„Wir haben 3 Babys verloren – und kämpfen um Antworten“

Es ist das Schlimmste, was werdenden Eltern passieren kann: Wenn das Baby nicht bleibt – obwohl laut der Ärzte alles in Ordnung ist. Anna und ihr Freund mussten das gleich mehrmals durchmachen. Drei Mal verloren die beiden ihr Kind im zweiten oder dritten Schwangerschaftsdrittel. Und bis heute kann ihnen niemand die Ursache dafür sagen. Die beiden sind verzweifelt zwischen Hoffnung und Angst – und hoffen auf einen Erfahrungsaustausch, wie Anna in ihrer Echten Geschichte erzählt:

„Mein Freund und ich sind stolze Eltern einer gesunden Tochter (5), gleichzeitig mussten wir aber schon drei Mal den Verlust eines Babys erleben. Das Schlimmste ist, dass kein Arzt uns sagen kann, woran es liegt, denn niemand hat jemals eine Ursache gefunden.

Als wir zum ersten Mal erfuhren, dass unser Baby gestorben war, war alles sehr surreal.

Es passierte in der 29. Schwangerschaftswoche und fühlte sich an, als hätte jemand die Welt angehalten. Der schlimmste Schmerz, den man sich vorstellen kann.

Ich wollte unbedingt herausfinden bzw. wissen, warum uns das passiert war. Doch im Obduktionsbericht stand: ‚Keine Ursache gefunden‘. Die Ärzte sagten uns nur, das könne vorkommen.

Aber wie soll man das verstehen, wenn man gerade sein Kind verloren hat?

Drei Monate später war ich wieder schwanger. Doch die Freude war überschattet von Angst. Nach der 30. SSW wollte ich loslassen, vertrauen – und genau da passierte es wieder. Wieder kein Herzschlag. Wieder kein Grund. Wieder dieses Gefühl, dass alles zusammenbricht.

Wir suchten verzweifelt nach Antworten: bei Genetikern, Immunologen, in der Gerinnungsambulanz, in einer Kinderwunschklinik, mit einer Gebärmutterspiegelung, einem Ultraschall aller Organe und in der Pathologie.

Die Ergebnisse waren alle unauffällig.

Nur in der Gerinnungsambulanz fanden sie eine Gerinnungsstörung, die ca. jeder dritte Mensch hat.

Unsere Babys, die Plazenta – laut allen Befunden: gesund.

In meiner dritten Schwangerschaft nahm ich ASS und Heparin, aufgrund der Gerinnungsstörung. Ich habe gehofft, dass es damit anders wäre.

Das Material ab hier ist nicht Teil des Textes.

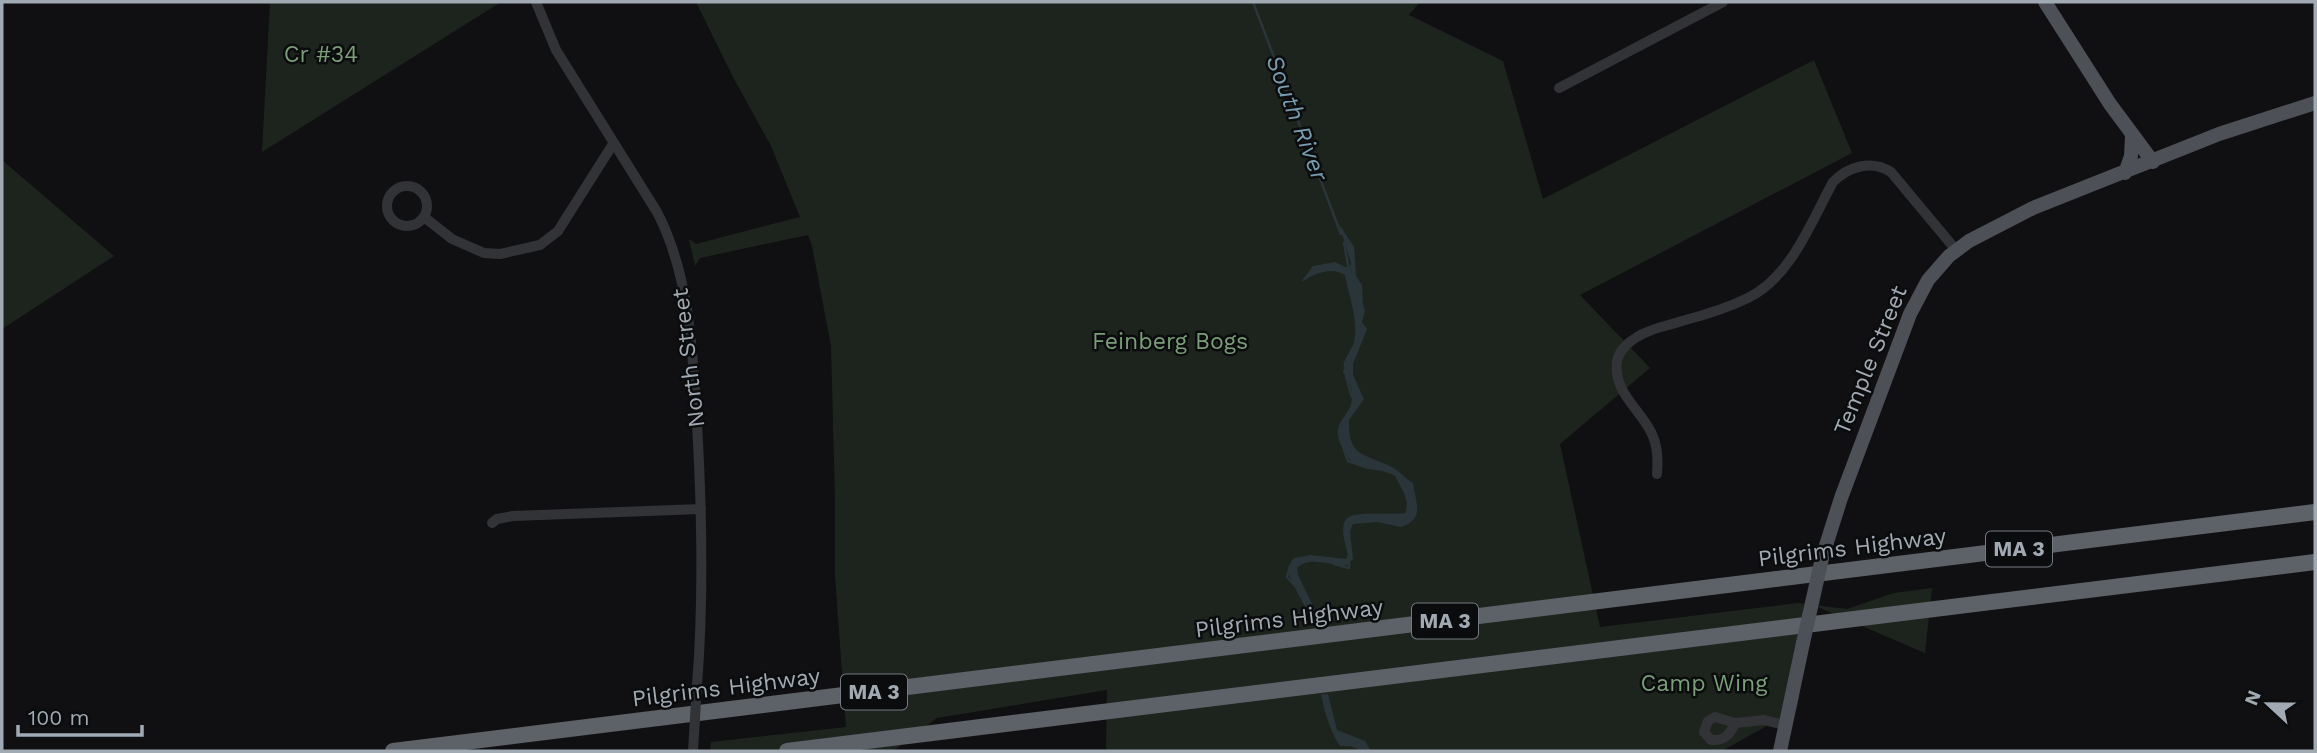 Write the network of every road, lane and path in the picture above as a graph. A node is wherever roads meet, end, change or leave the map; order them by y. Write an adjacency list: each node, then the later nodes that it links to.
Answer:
1 (536, 2): 8 (street, North Street)
2 (1723, 2): 4 (street)
3 (2045, 2): 7 (main road)
4 (1706, 6): 5 (street)
5 (1559, 88)
6 (2315, 103): 9 (main road, Temple Street)
7 (2132, 136): 9 (main road); 10 (main road)
8 (613, 144): 11 (street); 14 (street, North Street)
9 (2153, 162): 10 (main road, Temple Street)
10 (2125, 173): 12 (main road, Temple Street)
11 (424, 217)
12 (1956, 250): 13 (street); 19 (main road, Temple Street, bridge)
13 (1657, 474)
14 (701, 509): 16 (street); 21 (street, North Street, bridge)
15 (2315, 513): 20 (highway, Pilgrims Highway / MA 3)
16 (492, 523)
17 (2315, 562): 22 (highway, MA 3)
18 (1734, 723): 19 (street)
19 (1785, 725): 23 (main road, Temple Street)
20 (393, 751)
21 (692, 751)
22 (787, 751)
23 (1780, 751) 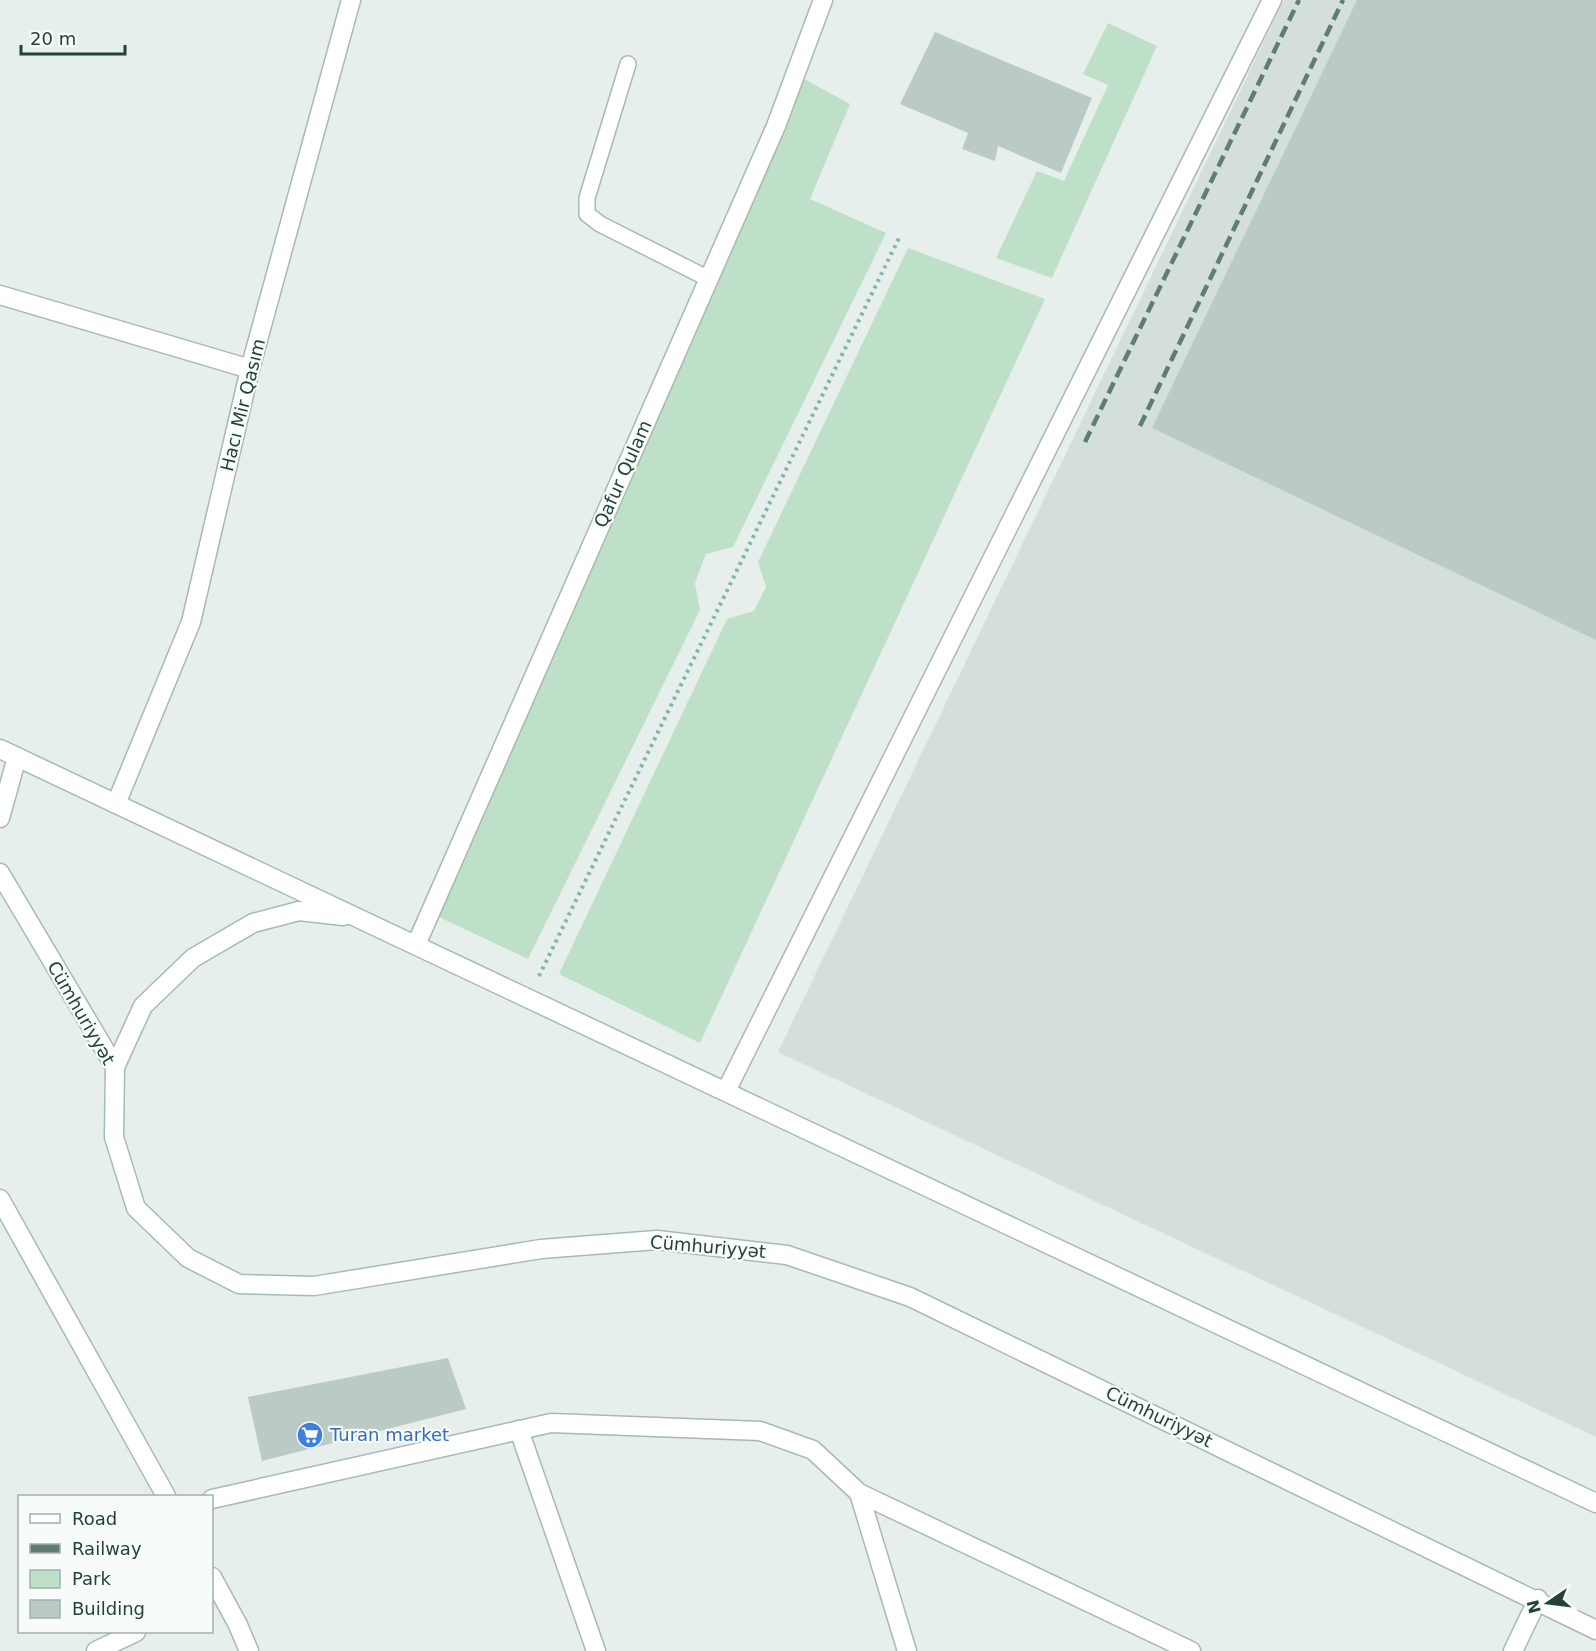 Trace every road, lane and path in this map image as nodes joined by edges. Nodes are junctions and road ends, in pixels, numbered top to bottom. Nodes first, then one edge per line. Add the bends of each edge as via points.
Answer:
1 (351, 0) edge
2 (823, 0) edge
3 (1272, 0) edge
4 (628, 64) dead end
5 (899, 238) dead end
6 (709, 279) junction
7 (0, 295) edge
8 (250, 369) junction
9 (8, 753) edge
10 (116, 804) junction
11 (0, 818) edge
12 (0, 873) edge
13 (359, 918) junction
14 (416, 945) junction
15 (528, 998) junction
16 (115, 1067) junction
17 (726, 1091) junction
18 (0, 1198) edge
19 (519, 1430) junction
20 (859, 1493) junction
21 (165, 1495) edge
22 (213, 1499) edge
23 (1596, 1503) edge
24 (214, 1588) edge
25 (1538, 1599) junction
26 (1596, 1629) edge
27 (134, 1633) edge
28 (96, 1651) edge
29 (249, 1651) edge
30 (596, 1651) edge
31 (907, 1651) edge
32 (1191, 1651) edge
33 (1514, 1651) edge

1 - 8 street, Hacı Mir Qasım
2 - 6 street, Qafur Qulam via 776,126
3 - 17 street
4 - 6 lane via 587,198 587,214
5 - 15 path
6 - 14 street, Qafur Qulam
7 - 8 street
8 - 10 street, Hacı Mir Qasım via 191,622
9 - 10 street
9 - 11 street
10 - 13 street
12 - 16 street, Cümhuriyyət
13 - 14 street
13 - 16 street via 299,911 253,923 194,958 143,1006
14 - 15 street
15 - 17 street
16 - 25 street, Cümhuriyyət via 114,1137 136,1208 188,1258 239,1284 314,1286 541,1249 657,1240 787,1255 910,1297
17 - 23 street
18 - 21 street
19 - 20 street via 551,1423 760,1431 813,1450
19 - 22 street
19 - 30 street
20 - 31 street
20 - 32 street
24 - 29 street
25 - 26 street, Cümhuriyyət
25 - 33 street
27 - 28 street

Doch drei Wochen vor der Geburt hatte ich plötzlich wieder dieses leise Gefühl, dass etwas nicht stimmt. Es wurde ein Ultraschall gemacht, der aber nichts Auffälliges zeigte.

Drei Tage später dann der Schock: kein Herzschlag mehr – zum dritten Mal.

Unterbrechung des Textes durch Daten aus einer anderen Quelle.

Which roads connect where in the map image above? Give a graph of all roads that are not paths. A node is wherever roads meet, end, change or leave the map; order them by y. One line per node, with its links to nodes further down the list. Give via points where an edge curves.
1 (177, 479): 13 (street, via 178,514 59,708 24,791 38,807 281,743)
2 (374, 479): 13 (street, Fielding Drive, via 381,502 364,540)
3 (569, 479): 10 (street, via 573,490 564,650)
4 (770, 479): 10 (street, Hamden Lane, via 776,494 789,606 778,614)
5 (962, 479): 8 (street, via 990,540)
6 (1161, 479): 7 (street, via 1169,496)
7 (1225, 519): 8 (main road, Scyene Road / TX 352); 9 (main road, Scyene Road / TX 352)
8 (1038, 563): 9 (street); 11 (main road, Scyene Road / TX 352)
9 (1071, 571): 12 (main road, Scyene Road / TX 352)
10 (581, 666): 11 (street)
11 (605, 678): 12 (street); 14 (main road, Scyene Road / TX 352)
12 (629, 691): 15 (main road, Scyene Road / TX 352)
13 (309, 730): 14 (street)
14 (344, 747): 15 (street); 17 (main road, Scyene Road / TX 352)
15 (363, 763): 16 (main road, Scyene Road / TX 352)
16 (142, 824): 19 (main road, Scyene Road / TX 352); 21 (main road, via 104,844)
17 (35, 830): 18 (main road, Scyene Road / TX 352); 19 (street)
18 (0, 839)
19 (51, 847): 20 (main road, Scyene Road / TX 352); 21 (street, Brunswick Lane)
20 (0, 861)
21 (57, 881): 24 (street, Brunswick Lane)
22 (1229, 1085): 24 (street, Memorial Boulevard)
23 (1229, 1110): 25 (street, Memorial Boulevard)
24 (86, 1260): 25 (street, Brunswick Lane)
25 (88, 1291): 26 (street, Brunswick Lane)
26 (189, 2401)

Man verliert komplett das Vertrauen in den eigenen Körper. Genauso wie die Unbeschwertheit.

Die Hoffnung und die Panik leben nebeneinander. Und man ist gefangen zwischen Glauben, Angst und dieser erdrückenden Ungewissheit.

Es gibt viele Angebote für Fehlgeburten – aber kaum etwas für späte Totgeburten.

Trauerbegleitung, ja. Aber medizinisch? Weiß niemand weiter. Jedes Mal hieß es für uns: ‚Alles normal, es gibt keinen Befund‘.

Wie soll man da seinen Frieden finden, wenn man einfach keine Antwort bekommt?

Trotz allem sind wir dankbar für unser Umfeld. Für die Menschen, die für uns da waren, und zugehört und getragen haben, wenn wir selbst nicht mehr konnten.

Und trotzdem: Der Schmerz bleibt. Denn wir werden unsere Kinder nie schreien hören, nie atmen sehen, nie erleben, wie sie wachsen.

Wir wünschen uns nichts mehr, als endlich zu verstehen, warum.

Wir sind ratlos. Und verzweifelt.

Wir fragen uns die ganze Zeit, ob es vielleicht irgendeine Anlaufstelle gibt, ein Zentrum, das wirklich alles untersucht und auch außergewöhnliche Ursachen findet. Selbst wenn uns jemand einfach sagen könnte ‚Es geht nicht‘. Dann hätten wir wenigstens eine Antwort und Gewissheit.

Vielleicht liest hier ja auch jemand mit, der ähnliche Erfahrungen gemacht hat, sich darin verstanden fühlt – und sich vielleicht austauschen mag.

Denn die Hoffnung stirbt zuletzt.“


Liebe Anna, vielen Dank, dass Du Deine sehr bewegende Geschichte mit uns geteilt hast. Wir wünschen Dir, dass Du endlich die Antworten auf Deine Fragen findest.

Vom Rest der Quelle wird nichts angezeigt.